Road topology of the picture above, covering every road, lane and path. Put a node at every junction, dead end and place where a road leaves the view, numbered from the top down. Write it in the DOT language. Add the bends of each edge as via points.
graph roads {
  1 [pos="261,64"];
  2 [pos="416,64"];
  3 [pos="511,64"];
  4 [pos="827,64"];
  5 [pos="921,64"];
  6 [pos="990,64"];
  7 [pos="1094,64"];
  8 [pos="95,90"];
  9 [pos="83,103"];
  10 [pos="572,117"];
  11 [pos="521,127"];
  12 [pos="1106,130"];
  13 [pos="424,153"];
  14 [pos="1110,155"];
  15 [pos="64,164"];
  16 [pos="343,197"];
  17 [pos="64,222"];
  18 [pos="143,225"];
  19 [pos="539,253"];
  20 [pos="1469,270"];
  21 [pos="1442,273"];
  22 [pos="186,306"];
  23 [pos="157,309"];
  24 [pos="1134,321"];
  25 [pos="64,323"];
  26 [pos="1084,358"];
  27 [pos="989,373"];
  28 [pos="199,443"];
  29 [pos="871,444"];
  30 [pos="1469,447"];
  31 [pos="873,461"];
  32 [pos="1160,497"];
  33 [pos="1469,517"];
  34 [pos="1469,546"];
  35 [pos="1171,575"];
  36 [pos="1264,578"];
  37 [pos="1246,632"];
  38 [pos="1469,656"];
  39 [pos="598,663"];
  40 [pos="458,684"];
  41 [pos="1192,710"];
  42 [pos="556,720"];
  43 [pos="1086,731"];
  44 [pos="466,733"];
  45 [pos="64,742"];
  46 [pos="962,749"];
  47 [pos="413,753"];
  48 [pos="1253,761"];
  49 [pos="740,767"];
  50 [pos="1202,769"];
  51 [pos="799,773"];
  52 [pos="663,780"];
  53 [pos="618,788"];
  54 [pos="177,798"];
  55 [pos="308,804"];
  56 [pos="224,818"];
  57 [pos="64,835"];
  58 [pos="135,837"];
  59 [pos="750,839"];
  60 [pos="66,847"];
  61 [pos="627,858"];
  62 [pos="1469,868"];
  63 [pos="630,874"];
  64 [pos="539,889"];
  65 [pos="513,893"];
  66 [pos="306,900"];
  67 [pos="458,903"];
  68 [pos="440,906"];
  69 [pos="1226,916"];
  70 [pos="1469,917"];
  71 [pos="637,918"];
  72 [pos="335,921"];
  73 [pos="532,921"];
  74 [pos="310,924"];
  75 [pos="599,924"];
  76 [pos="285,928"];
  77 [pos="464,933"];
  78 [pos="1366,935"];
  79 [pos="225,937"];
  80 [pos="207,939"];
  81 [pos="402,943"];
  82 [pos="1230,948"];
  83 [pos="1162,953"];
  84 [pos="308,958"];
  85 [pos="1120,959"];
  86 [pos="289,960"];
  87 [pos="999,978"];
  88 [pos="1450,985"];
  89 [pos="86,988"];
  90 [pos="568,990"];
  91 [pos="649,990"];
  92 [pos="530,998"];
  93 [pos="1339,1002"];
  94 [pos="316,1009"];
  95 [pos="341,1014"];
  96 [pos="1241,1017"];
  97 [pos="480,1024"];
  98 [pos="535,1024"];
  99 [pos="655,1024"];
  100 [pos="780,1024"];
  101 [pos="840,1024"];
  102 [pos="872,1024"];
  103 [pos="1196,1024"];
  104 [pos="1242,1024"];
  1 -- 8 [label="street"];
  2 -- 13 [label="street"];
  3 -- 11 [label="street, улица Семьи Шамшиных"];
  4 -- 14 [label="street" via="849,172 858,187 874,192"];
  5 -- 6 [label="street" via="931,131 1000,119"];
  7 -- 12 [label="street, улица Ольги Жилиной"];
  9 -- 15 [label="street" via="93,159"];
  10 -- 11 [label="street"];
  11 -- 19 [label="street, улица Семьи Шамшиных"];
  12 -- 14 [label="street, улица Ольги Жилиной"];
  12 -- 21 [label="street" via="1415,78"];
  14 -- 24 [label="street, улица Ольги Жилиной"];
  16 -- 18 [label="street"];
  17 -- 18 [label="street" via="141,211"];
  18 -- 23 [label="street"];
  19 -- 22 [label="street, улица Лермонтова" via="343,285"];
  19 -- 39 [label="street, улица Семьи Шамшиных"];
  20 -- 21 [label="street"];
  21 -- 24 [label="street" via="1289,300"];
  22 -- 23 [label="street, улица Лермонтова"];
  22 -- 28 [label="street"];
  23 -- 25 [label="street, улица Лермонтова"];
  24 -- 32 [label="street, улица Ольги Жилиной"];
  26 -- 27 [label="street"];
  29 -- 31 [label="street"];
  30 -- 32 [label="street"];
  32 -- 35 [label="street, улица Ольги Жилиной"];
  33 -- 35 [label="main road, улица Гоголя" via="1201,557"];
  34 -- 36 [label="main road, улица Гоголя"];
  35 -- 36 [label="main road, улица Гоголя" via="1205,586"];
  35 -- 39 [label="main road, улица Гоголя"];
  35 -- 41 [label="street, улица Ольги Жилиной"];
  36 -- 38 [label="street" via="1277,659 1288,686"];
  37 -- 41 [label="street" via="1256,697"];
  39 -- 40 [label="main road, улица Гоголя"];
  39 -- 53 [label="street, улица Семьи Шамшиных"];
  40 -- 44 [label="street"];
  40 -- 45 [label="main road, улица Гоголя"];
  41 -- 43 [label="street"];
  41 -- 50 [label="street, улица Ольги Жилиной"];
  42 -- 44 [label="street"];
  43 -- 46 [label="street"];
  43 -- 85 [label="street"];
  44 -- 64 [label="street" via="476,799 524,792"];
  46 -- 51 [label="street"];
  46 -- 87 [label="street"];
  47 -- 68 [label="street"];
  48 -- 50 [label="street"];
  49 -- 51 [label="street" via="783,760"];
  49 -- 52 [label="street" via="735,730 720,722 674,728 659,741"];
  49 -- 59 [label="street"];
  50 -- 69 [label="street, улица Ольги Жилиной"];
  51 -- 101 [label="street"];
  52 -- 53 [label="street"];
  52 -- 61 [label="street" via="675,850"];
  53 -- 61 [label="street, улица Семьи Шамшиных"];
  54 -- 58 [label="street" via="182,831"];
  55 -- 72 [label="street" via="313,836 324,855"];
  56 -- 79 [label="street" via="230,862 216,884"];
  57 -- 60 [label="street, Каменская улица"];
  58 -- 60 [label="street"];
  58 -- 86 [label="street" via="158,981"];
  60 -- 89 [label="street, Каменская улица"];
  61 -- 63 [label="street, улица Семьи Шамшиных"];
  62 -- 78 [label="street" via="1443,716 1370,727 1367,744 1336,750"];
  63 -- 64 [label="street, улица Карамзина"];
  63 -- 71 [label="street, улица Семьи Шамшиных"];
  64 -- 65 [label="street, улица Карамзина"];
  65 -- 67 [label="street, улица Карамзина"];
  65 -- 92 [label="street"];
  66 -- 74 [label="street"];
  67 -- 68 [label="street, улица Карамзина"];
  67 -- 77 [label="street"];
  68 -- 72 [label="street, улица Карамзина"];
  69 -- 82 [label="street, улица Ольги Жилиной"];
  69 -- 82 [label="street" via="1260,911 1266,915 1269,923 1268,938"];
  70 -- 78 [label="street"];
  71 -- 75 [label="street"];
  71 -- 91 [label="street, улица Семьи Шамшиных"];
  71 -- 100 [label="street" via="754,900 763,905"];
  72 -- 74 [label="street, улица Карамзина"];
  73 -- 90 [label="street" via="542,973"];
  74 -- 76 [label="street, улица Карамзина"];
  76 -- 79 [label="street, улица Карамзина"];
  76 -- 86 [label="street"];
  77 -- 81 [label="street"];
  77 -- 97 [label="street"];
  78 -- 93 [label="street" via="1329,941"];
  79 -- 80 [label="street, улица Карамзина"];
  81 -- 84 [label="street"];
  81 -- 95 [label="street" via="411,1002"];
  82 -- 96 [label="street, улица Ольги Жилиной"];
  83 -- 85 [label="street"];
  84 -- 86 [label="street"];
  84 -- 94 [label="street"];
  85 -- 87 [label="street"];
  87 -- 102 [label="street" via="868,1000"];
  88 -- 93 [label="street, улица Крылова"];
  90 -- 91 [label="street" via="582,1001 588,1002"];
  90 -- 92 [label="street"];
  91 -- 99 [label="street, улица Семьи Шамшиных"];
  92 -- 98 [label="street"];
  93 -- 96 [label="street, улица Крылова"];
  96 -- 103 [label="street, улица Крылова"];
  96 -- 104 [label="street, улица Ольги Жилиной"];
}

> **EXERCISE DIRECTIONS**:
The answer needed is a single number: how many lines in the records above hold the string "Жилиной". Please write nothing else.

> **TASK RESPONSE**:
11